Exercise directions: This exercise calls for duplicating every entry below exactly, without the images.

[Stored data]
= Beginning of Section =

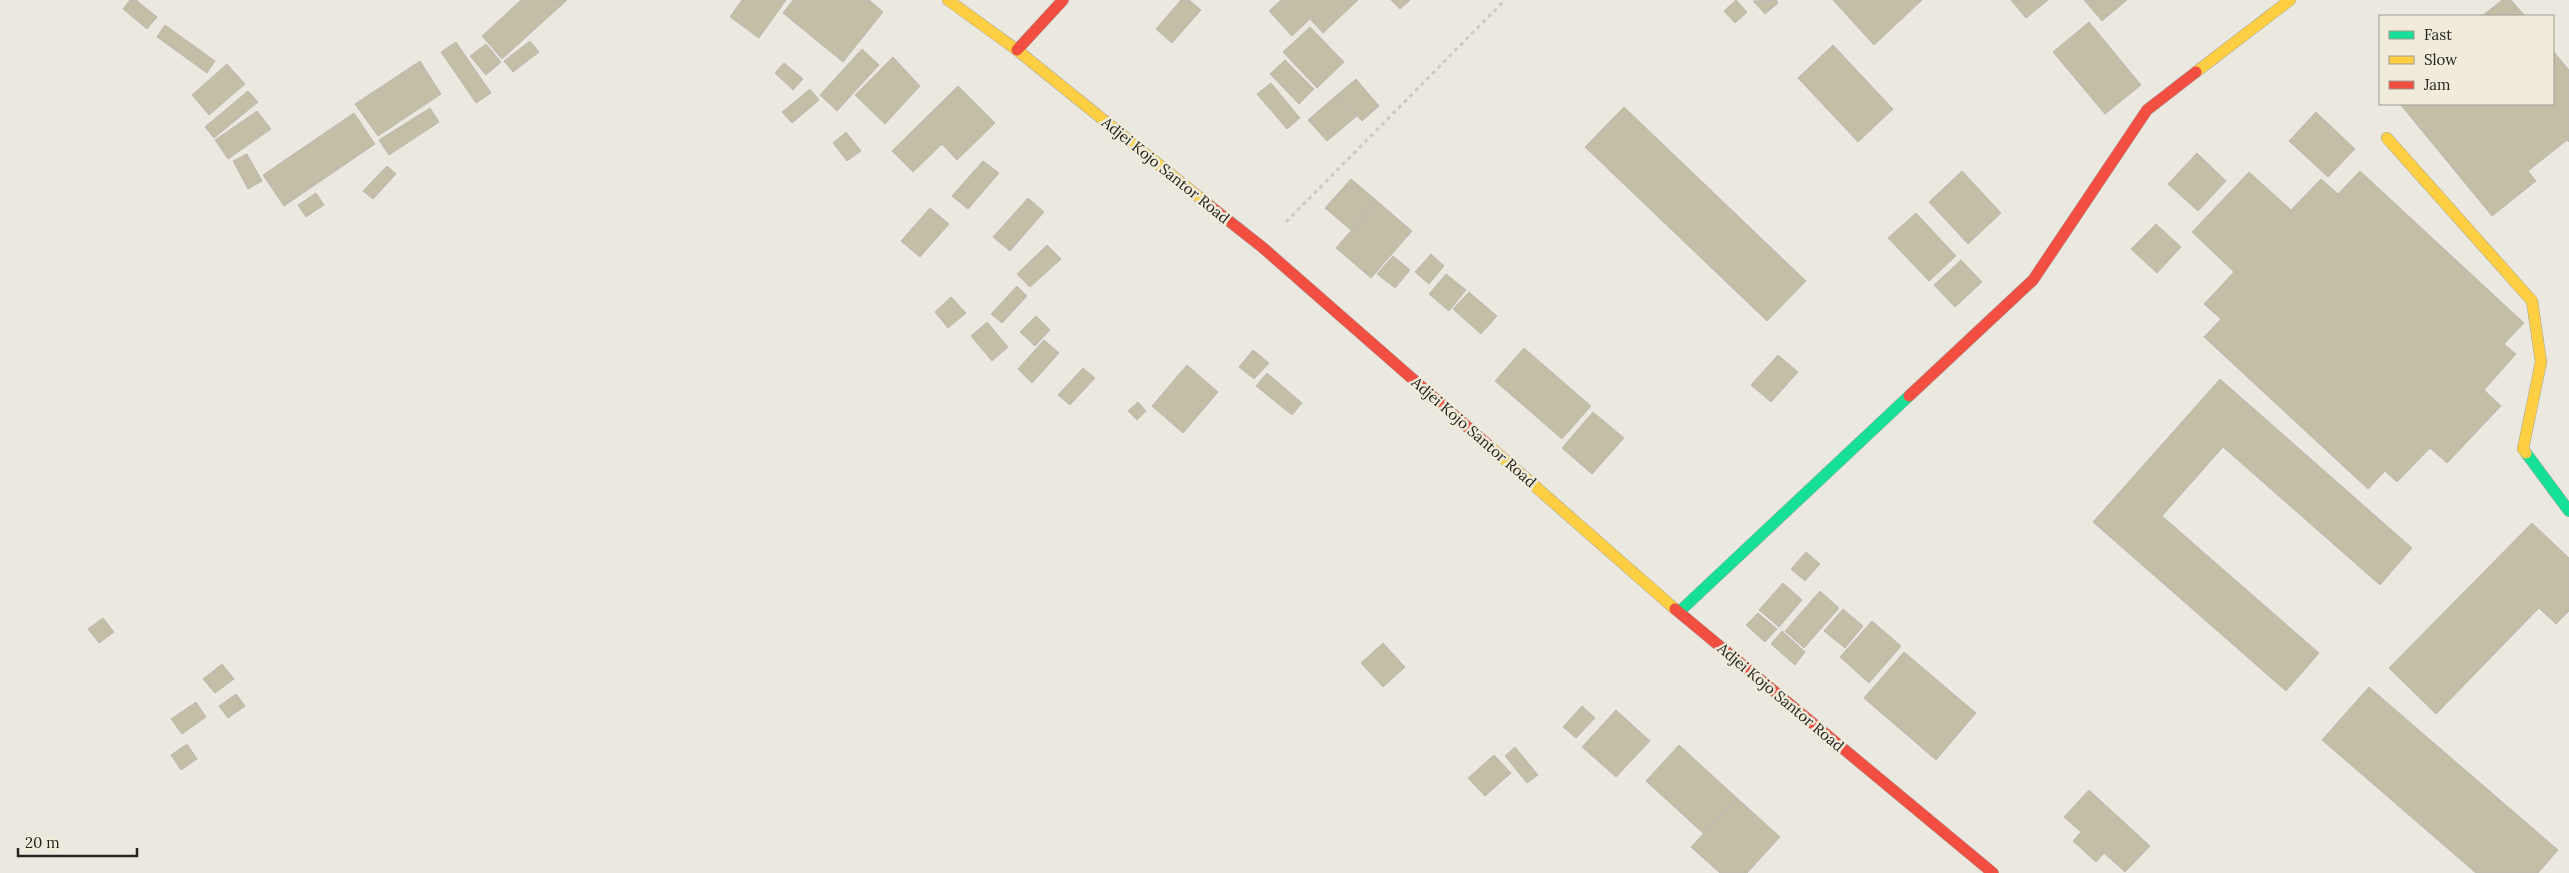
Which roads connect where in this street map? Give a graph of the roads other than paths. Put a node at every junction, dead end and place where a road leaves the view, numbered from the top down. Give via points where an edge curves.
1 (948, 0) edge
2 (1063, 0) edge
3 (2290, 0) edge
4 (1016, 50) junction
5 (2387, 138) dead end
6 (2569, 511) edge
7 (1679, 612) junction
8 (1993, 873) edge

1 - 4 street, Adjei Kojo Santor Road
2 - 4 street
3 - 7 street via 2147,110 2033,280
4 - 7 street, Adjei Kojo Santor Road via 1262,247
5 - 6 street via 2532,301 2541,362 2523,449
7 - 8 street, Adjei Kojo Santor Road

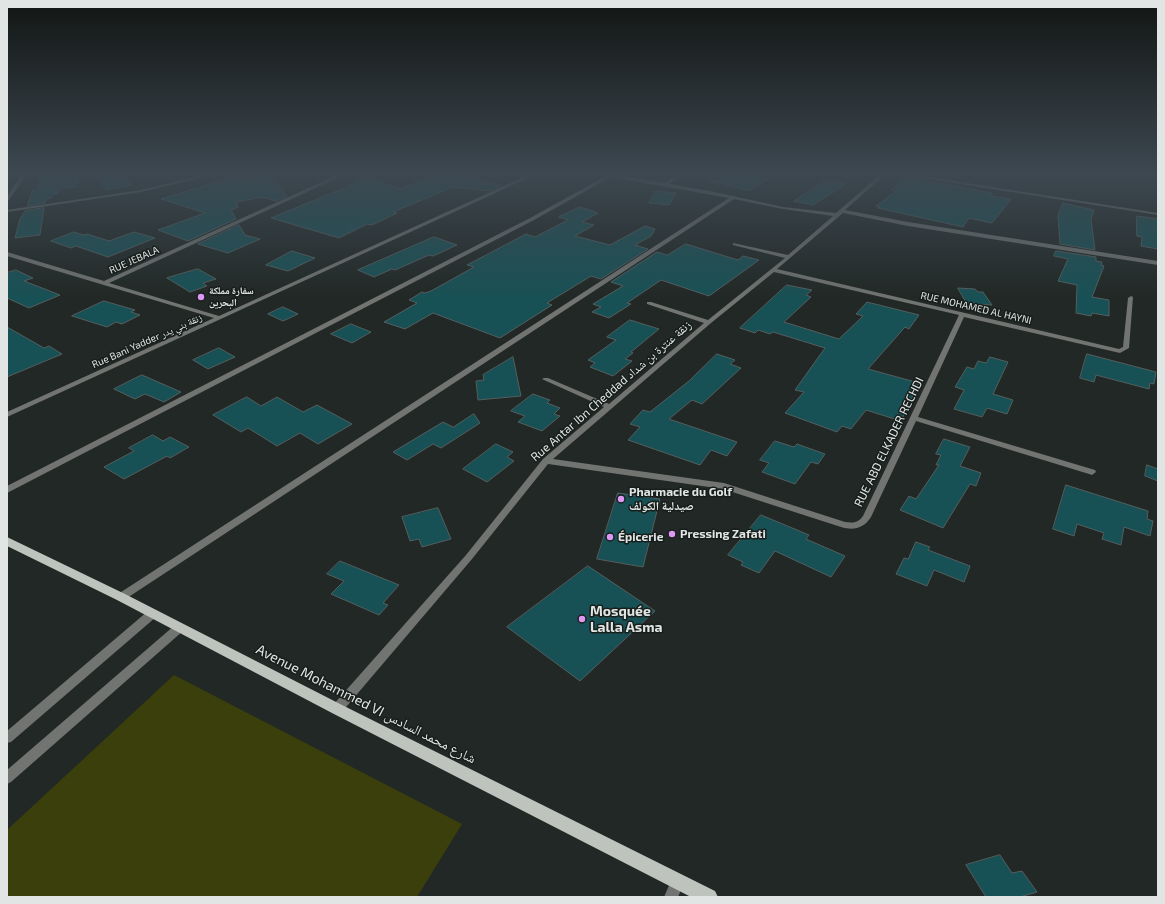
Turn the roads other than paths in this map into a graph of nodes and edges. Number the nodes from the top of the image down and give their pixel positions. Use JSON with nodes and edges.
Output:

= End of Section =

Answer to the problem:
Which roads connect where in this street map? Give a graph of the roads other than paths. Put a node at every junction, dead end and place where a road leaves the view, numbered from the top down. Give via points where an edge curves.
1 (948, 0) edge
2 (1063, 0) edge
3 (2290, 0) edge
4 (1016, 50) junction
5 (2387, 138) dead end
6 (2569, 511) edge
7 (1679, 612) junction
8 (1993, 873) edge

1 - 4 street, Adjei Kojo Santor Road
2 - 4 street
3 - 7 street via 2147,110 2033,280
4 - 7 street, Adjei Kojo Santor Road via 1262,247
5 - 6 street via 2532,301 2541,362 2523,449
7 - 8 street, Adjei Kojo Santor Road

Turn the roads other than paths in this map into a graph of nodes and edges. Number the nodes from the top of the image down and give their pixel positions. Use JSON with nodes and edges.
Output:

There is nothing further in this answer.